___ Data for this exercise

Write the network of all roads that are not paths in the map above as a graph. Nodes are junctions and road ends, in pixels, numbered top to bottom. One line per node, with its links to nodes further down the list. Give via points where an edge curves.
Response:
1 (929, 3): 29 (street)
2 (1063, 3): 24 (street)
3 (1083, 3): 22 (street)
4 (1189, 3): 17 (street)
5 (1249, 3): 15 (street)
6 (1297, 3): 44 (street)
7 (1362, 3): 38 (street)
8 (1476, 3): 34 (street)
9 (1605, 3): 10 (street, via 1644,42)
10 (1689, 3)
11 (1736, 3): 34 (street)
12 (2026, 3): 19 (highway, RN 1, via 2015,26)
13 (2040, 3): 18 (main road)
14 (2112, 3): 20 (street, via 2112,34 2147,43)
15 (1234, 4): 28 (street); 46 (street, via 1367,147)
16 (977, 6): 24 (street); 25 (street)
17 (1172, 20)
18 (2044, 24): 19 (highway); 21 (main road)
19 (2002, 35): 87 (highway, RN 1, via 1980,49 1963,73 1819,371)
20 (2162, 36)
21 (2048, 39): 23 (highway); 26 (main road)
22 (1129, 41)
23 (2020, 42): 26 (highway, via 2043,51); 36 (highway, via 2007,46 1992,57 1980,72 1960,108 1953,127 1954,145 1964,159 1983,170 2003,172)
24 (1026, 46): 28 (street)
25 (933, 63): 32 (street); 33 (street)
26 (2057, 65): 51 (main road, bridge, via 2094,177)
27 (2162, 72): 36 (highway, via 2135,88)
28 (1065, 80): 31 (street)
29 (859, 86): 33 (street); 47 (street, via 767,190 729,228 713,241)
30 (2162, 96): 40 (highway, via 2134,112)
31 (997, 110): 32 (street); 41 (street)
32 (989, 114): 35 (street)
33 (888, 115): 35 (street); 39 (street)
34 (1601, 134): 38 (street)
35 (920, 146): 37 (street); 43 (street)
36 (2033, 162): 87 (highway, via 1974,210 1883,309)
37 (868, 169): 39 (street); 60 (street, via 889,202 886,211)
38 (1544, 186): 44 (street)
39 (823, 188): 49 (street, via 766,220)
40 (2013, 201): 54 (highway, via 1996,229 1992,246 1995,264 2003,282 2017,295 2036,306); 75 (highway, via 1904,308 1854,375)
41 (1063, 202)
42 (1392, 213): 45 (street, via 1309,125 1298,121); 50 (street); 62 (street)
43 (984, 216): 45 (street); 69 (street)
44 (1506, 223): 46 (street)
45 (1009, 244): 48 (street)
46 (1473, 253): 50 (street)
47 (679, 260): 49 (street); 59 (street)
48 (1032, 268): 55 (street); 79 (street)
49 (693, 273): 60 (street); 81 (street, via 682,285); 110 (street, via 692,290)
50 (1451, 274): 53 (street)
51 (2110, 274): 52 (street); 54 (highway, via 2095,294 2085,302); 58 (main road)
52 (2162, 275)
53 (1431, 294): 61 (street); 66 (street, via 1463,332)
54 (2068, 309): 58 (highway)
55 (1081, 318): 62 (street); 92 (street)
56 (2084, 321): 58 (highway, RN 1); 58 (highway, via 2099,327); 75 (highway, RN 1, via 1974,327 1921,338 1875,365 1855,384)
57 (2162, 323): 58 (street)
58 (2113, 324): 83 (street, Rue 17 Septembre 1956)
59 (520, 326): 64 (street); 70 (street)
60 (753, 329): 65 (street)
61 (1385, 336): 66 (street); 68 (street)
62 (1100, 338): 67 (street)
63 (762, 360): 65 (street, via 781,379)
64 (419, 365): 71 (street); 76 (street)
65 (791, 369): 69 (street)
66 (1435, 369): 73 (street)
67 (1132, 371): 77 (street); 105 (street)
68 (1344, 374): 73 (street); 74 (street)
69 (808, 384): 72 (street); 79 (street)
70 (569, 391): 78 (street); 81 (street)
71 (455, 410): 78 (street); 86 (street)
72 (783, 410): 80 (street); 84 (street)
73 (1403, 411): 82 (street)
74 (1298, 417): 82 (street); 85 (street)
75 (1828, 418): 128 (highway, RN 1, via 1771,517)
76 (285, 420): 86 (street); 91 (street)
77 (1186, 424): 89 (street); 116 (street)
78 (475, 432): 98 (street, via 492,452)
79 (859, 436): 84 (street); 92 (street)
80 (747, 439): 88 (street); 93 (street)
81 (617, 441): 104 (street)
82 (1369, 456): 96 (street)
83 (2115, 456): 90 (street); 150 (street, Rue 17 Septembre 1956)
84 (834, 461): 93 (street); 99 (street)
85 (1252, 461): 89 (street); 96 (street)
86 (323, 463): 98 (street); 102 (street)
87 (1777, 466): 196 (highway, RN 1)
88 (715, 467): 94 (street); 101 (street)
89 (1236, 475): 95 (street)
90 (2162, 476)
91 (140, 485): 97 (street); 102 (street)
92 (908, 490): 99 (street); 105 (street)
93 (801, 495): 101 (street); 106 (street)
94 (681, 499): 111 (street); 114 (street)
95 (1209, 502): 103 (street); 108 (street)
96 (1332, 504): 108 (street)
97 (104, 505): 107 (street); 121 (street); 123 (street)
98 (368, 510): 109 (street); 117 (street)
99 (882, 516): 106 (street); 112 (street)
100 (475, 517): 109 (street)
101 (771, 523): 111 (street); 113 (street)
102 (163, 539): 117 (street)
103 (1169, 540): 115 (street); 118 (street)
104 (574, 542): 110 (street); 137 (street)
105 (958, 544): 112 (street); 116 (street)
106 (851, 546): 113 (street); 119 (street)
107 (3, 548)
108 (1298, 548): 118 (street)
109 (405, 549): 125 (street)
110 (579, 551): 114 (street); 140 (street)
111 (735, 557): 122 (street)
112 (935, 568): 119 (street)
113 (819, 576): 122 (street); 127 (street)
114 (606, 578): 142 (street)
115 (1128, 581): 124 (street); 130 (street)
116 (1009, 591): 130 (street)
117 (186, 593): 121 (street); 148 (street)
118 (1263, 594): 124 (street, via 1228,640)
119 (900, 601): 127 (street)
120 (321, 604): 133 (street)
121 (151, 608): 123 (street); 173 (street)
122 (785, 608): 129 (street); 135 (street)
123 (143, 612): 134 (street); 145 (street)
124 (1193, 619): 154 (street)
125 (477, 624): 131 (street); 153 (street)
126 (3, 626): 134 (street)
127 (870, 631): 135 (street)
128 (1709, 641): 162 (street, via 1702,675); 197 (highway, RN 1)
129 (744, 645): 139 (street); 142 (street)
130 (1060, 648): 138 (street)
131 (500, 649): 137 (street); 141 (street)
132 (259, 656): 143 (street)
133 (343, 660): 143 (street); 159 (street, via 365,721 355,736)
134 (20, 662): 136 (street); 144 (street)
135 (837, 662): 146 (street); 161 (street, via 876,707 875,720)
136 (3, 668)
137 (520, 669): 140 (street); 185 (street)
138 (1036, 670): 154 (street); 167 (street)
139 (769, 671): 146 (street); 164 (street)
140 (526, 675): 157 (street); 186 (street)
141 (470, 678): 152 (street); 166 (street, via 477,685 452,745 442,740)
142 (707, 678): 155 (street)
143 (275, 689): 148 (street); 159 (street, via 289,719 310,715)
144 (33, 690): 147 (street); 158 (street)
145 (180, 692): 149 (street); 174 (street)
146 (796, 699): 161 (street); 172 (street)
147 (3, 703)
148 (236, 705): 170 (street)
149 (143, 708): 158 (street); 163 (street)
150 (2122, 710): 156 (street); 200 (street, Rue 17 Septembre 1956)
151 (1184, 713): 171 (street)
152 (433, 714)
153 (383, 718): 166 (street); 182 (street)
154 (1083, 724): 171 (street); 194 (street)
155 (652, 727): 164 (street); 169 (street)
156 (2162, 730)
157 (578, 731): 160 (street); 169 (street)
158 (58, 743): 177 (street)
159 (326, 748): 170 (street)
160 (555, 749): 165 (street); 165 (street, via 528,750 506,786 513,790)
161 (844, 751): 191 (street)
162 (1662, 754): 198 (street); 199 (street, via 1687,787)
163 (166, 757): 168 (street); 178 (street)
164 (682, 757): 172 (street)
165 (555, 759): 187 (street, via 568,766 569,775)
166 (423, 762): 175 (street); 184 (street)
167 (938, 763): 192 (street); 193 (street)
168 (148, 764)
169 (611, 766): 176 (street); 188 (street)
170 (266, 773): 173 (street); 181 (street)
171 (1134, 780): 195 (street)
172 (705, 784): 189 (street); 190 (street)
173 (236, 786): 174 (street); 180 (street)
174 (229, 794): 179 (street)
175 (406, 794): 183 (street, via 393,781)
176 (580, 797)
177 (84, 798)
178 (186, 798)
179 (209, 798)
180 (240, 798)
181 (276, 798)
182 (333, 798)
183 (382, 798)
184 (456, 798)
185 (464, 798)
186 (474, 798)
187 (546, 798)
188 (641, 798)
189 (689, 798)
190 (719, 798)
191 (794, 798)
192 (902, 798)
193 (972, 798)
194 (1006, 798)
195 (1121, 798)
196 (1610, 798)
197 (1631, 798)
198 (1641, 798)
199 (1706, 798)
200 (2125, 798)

______

__Assignment__
Go line by line through the data above and count those holding "main"; report the number alone.

__Reply__
5